▸ **Work task**: Copy every record verbatim. Leave the pictures out.

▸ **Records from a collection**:
- - -
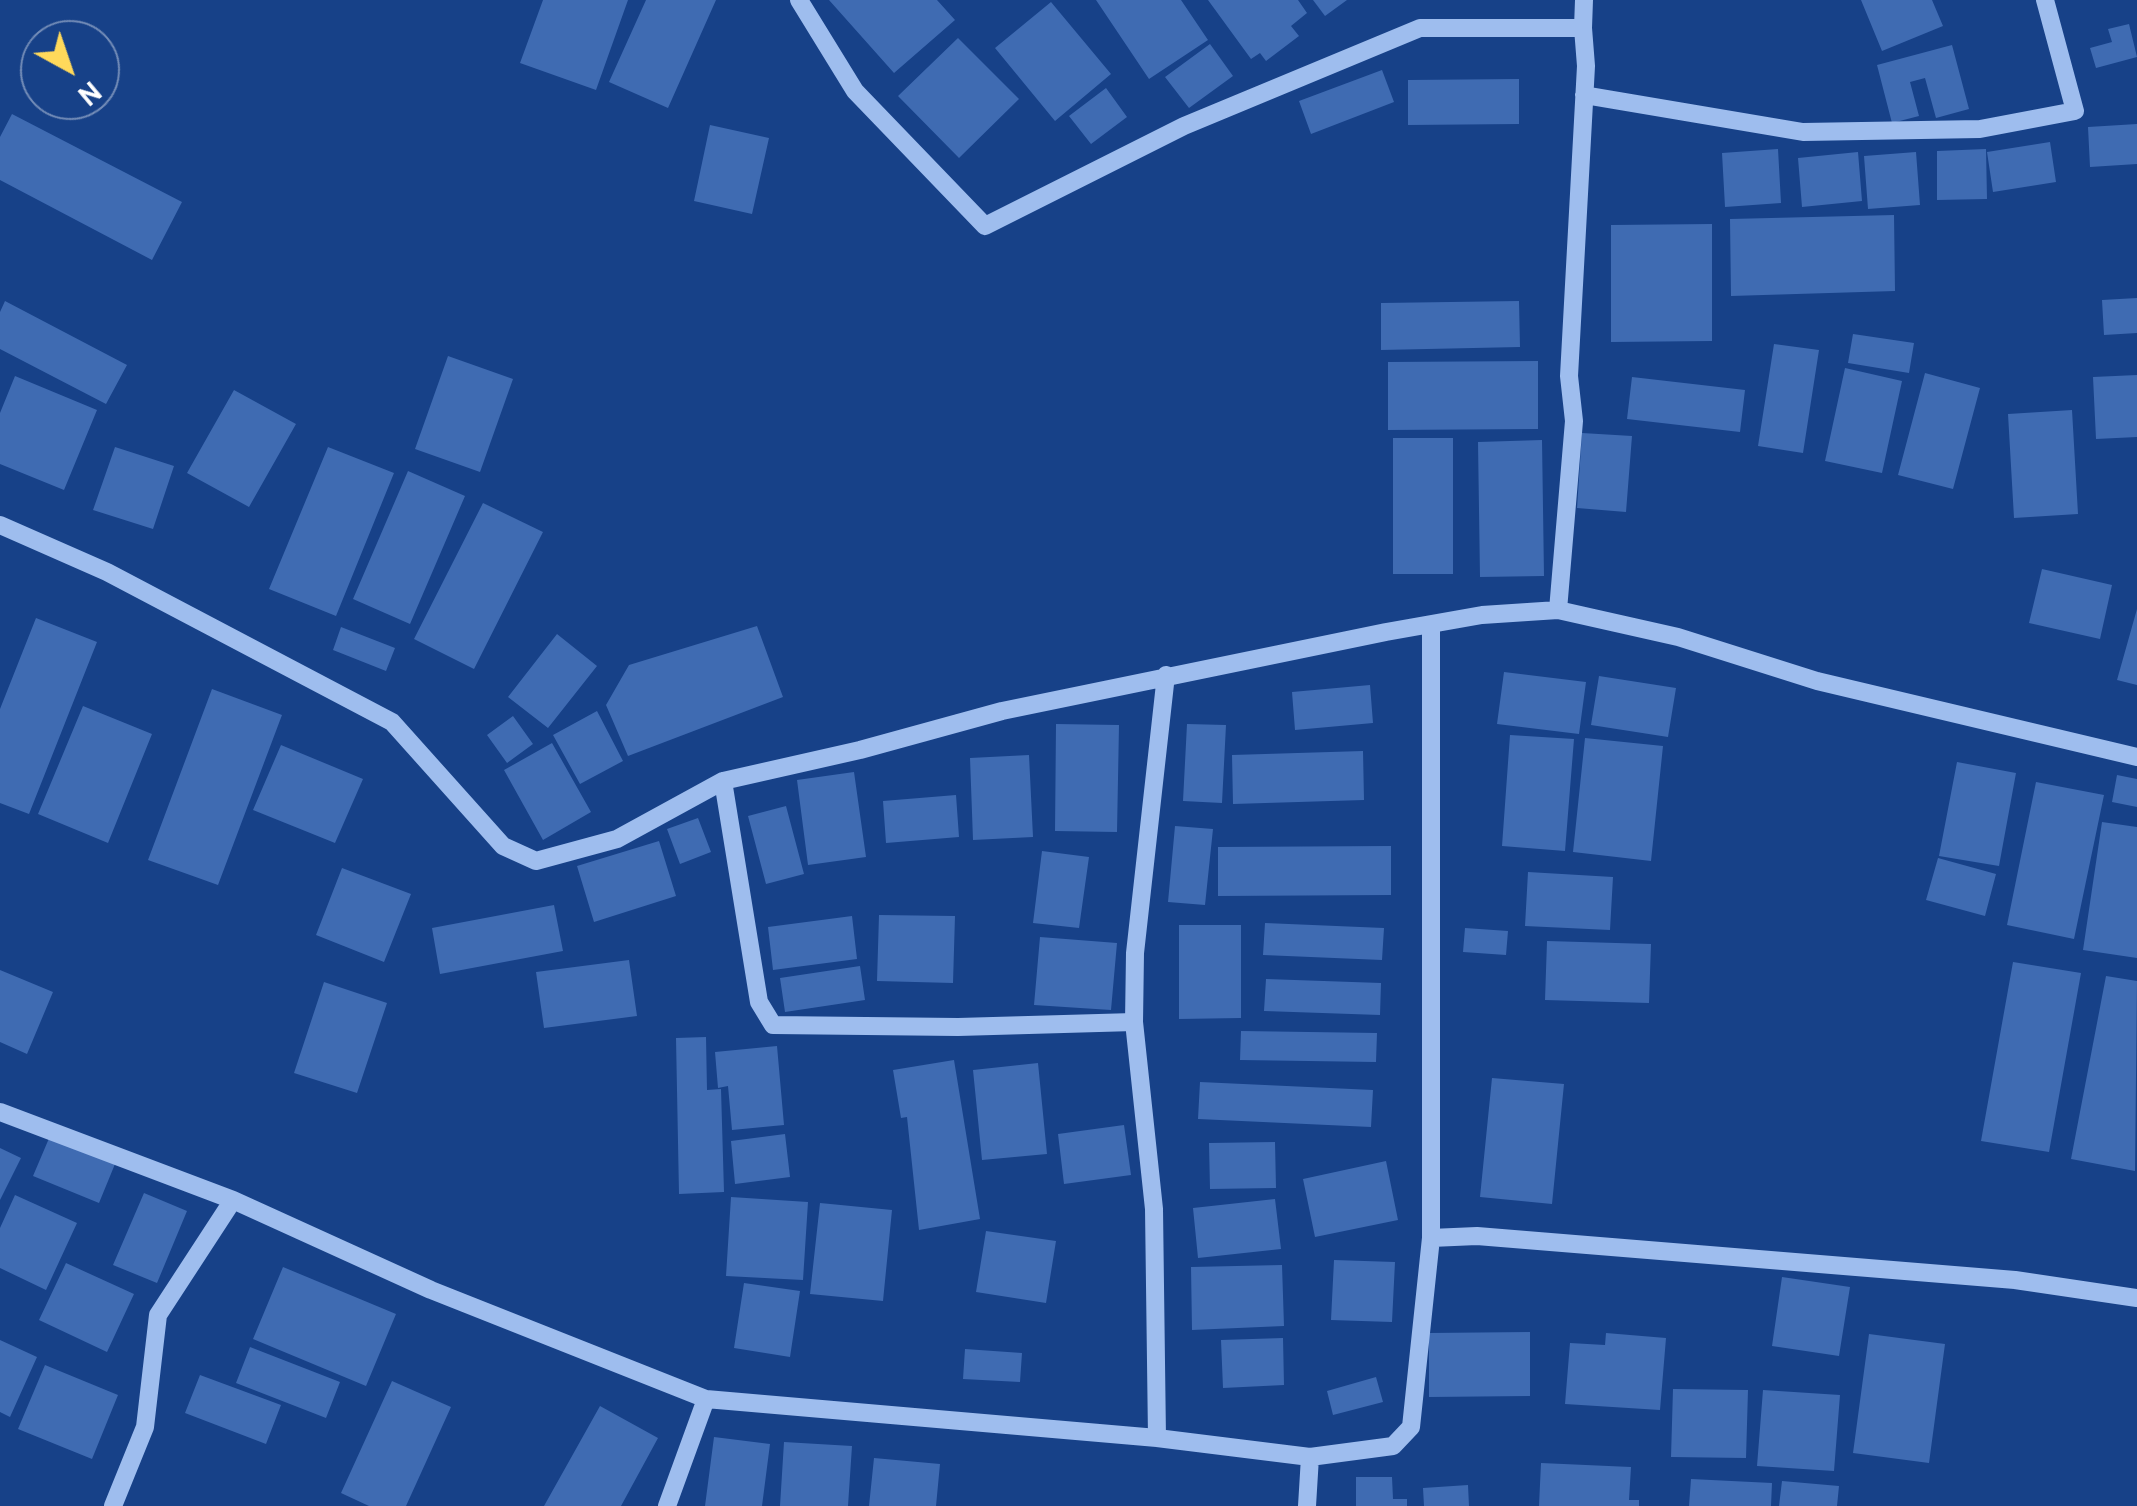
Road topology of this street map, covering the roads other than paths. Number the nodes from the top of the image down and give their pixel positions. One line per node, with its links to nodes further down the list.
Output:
1 (799, 0): 4 (street)
2 (1584, 0): 4 (street)
3 (2045, 0): 5 (street)
4 (1583, 28): 5 (street)
5 (1584, 95): 7 (street)
6 (0, 526): 11 (street)
7 (1558, 610): 8 (street); 10 (street)
8 (1431, 625): 9 (street); 15 (street)
9 (1166, 675): 11 (street); 12 (street)
10 (2137, 757)
11 (723, 781): 12 (street)
12 (1134, 1022): 18 (street)
13 (0, 1112): 14 (street)
14 (233, 1200): 17 (street); 20 (street)
15 (1431, 1238): 16 (street); 19 (street)
16 (2137, 1298)
17 (706, 1399): 18 (street); 21 (street)
18 (1157, 1438): 19 (street)
19 (1310, 1456): 22 (street)
20 (113, 1506)
21 (667, 1506)
22 (1308, 1506)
- - -
▸ **Response to this task**:
Road topology of this street map, covering the roads other than paths. Number the nodes from the top of the image down and give their pixel positions. One line per node, with its links to nodes further down the list.
Output:
1 (799, 0): 4 (street)
2 (1584, 0): 4 (street)
3 (2045, 0): 5 (street)
4 (1583, 28): 5 (street)
5 (1584, 95): 7 (street)
6 (0, 526): 11 (street)
7 (1558, 610): 8 (street); 10 (street)
8 (1431, 625): 9 (street); 15 (street)
9 (1166, 675): 11 (street); 12 (street)
10 (2137, 757)
11 (723, 781): 12 (street)
12 (1134, 1022): 18 (street)
13 (0, 1112): 14 (street)
14 (233, 1200): 17 (street); 20 (street)
15 (1431, 1238): 16 (street); 19 (street)
16 (2137, 1298)
17 (706, 1399): 18 (street); 21 (street)
18 (1157, 1438): 19 (street)
19 (1310, 1456): 22 (street)
20 (113, 1506)
21 (667, 1506)
22 (1308, 1506)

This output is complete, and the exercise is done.